It is also vital to remember the millions of people who make shoes but who aren’t in the recognised factory system. Homeworkers are a key reason why the shoes on our feet remain so cheap. They are the hidden pillar of globalisation. Conditions when production drops out of the formal system are even worse – a family of 4 homeworkers in Pakistan can earn 800 rupees per day, which is about £8. Then there are the basements of Syrian refugee children stitching shoes in Turkey. That was an upsetting part of the book to write, these children face all kinds of dangers and abuses and then the shoes they make are exported across borders which are closed to Syrian children.
We live in a consumerist society, what should we do to change our relationship with the ‘things’ in our lives?
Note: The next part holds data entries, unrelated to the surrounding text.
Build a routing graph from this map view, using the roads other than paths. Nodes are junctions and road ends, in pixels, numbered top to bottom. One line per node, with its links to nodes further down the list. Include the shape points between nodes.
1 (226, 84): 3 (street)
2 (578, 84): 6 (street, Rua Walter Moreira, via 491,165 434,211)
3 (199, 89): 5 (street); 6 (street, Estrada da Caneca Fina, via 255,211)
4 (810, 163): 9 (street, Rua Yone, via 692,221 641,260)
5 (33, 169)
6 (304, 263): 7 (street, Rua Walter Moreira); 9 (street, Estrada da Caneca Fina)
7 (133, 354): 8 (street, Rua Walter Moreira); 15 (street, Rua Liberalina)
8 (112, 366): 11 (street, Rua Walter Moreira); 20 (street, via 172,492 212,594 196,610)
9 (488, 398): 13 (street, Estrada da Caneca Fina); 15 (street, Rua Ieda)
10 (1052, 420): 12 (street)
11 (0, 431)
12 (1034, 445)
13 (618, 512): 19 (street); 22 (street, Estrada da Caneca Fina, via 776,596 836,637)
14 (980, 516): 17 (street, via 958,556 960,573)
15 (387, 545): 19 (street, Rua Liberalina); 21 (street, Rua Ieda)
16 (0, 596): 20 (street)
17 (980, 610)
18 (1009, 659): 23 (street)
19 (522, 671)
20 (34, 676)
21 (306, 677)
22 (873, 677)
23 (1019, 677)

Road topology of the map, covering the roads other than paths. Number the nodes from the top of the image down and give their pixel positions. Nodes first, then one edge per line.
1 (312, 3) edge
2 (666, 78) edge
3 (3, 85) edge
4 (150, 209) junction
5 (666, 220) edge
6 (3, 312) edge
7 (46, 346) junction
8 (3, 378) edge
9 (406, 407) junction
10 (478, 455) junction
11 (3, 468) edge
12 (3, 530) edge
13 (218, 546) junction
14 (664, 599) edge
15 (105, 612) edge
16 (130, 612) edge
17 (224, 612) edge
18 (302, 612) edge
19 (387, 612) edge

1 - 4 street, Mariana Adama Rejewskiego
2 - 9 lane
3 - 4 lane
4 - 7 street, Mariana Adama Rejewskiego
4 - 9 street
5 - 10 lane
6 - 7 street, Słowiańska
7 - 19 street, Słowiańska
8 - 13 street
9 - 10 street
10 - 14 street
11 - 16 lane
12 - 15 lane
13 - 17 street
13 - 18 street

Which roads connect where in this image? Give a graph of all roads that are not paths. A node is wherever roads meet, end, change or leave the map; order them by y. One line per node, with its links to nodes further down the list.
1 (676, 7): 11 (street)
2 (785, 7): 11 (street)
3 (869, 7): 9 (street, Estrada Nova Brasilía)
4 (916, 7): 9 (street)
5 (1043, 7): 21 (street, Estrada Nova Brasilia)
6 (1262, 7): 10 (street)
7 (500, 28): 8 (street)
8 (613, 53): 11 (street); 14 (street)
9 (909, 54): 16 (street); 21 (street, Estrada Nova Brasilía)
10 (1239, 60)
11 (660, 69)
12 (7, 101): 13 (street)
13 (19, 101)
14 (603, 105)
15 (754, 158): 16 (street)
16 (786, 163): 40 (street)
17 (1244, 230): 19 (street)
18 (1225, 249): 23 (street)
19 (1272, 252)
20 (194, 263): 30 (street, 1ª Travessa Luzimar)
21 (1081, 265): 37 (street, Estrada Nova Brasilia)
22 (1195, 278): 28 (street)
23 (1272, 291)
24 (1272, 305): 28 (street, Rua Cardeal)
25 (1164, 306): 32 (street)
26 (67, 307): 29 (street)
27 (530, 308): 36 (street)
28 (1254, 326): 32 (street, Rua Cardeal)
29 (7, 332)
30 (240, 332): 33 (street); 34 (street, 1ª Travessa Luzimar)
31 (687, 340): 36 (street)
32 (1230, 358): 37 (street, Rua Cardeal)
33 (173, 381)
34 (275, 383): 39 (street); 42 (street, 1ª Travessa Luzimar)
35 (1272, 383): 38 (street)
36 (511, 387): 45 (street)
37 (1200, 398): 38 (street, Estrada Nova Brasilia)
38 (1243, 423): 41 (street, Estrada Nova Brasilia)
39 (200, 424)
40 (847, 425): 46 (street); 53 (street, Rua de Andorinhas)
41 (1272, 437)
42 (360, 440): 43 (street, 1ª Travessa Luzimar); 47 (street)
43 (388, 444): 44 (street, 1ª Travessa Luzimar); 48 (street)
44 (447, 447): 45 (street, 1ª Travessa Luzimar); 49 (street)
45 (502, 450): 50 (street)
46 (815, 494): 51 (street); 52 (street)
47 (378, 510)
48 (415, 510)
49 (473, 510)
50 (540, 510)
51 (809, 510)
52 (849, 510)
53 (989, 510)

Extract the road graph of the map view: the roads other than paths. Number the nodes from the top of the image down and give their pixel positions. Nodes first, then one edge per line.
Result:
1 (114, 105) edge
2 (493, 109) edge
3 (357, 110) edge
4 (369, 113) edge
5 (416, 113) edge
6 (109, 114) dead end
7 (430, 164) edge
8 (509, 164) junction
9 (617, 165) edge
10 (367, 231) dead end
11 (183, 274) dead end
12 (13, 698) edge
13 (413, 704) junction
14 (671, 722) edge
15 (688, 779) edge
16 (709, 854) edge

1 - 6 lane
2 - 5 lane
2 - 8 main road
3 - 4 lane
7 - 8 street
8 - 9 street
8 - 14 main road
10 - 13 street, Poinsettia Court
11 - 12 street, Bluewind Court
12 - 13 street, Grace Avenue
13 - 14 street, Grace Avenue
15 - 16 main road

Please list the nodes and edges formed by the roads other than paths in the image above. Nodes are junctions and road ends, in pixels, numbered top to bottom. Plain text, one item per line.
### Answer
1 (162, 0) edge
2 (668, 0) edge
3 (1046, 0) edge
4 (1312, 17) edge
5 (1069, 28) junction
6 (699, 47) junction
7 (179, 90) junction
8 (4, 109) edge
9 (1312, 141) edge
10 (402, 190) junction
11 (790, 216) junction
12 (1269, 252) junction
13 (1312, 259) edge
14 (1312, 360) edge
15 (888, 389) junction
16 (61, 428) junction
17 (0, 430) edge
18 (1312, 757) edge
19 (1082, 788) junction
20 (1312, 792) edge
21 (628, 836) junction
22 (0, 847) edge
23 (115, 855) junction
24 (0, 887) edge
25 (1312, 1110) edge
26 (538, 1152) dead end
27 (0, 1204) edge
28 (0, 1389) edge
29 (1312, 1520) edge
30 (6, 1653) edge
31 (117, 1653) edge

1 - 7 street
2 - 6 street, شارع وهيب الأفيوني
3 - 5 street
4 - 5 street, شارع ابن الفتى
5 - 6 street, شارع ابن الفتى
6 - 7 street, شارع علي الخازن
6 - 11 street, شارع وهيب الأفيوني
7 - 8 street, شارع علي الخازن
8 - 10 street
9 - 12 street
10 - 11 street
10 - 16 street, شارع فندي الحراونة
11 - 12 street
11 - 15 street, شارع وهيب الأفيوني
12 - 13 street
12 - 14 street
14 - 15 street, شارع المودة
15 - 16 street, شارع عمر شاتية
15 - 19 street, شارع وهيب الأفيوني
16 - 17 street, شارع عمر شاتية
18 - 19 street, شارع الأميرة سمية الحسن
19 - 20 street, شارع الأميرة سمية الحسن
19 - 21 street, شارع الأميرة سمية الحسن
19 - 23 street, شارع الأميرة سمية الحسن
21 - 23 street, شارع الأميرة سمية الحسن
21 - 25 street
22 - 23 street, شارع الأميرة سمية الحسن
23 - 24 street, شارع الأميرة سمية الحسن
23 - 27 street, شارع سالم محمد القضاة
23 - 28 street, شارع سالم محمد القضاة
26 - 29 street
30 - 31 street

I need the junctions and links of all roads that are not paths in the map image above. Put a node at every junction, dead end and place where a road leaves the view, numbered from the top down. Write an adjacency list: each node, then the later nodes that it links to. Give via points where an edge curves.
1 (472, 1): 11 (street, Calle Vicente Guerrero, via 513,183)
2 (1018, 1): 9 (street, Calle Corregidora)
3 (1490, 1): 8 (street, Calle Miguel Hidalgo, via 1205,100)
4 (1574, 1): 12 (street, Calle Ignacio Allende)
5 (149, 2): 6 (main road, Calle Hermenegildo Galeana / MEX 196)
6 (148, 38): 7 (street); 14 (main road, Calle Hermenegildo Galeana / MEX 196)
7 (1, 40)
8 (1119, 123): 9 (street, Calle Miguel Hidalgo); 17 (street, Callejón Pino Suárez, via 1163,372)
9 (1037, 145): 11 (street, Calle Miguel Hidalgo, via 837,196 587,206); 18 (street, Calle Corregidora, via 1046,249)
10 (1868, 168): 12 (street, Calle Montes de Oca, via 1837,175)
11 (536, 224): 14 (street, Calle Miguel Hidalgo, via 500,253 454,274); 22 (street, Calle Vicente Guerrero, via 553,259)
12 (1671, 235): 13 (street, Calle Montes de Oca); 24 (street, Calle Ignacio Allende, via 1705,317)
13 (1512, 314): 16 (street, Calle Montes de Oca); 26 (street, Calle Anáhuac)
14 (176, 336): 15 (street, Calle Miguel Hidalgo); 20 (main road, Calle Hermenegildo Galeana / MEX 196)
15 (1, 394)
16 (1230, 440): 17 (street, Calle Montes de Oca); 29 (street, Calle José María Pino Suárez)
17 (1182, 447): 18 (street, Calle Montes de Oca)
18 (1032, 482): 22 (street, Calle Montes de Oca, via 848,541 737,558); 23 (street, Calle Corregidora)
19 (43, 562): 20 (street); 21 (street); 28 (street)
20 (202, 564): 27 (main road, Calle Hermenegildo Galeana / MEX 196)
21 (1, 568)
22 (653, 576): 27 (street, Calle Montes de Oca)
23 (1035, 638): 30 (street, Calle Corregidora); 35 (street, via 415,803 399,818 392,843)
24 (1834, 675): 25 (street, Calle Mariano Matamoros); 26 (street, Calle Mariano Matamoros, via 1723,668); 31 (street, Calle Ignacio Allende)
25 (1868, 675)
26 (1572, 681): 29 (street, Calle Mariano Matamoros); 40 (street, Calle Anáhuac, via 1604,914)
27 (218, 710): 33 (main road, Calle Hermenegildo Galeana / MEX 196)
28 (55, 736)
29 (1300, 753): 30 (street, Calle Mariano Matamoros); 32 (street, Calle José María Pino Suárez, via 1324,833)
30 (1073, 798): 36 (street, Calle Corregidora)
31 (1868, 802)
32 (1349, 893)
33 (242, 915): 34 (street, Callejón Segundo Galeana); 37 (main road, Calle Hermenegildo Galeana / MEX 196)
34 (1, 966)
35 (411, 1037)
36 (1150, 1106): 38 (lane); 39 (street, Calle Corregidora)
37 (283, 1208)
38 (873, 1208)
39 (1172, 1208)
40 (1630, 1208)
This is a difficult one because navigating modern society means being bombarded with messages that tell us we are being judged on what we wear, eat and drive. Thousands of adverts link consumption to our social status and tell us to be insecure about what we have.
Unfortunately this is a pressure that now starts very young and so we see children (as well as adults) desperate to own and wear a certain brand and type of shoe because their peer group considers other types of shoe to be a stigmatised product.
We certainly need to re-orient society away from valuing and stigmatising people based on their appearance and what they wear. This is a huge challenge because all the messages that tell us we aren’t good enough are designed to make us shop so ultimately we need to unpick capitalism and create a fairer world that values people not objects.
At the same time, people in much of Europe have lost their links with production as they no longer have friends or family working to make objects like shoes; this has allowed items in shop windows to become mysterious. This isn’t helped by the fact that shoe brands spend billions of advertising dollars obscuring supply chains and trying to make us believe shoes spring from puffs of pink smoke at the snap of a fairy godmother’s fingers.
The result is that capitalism has made us really alienated – from each other, from nature, from the true cost of the things around us. The best way to overcome this alienation is to work collectively to change the system.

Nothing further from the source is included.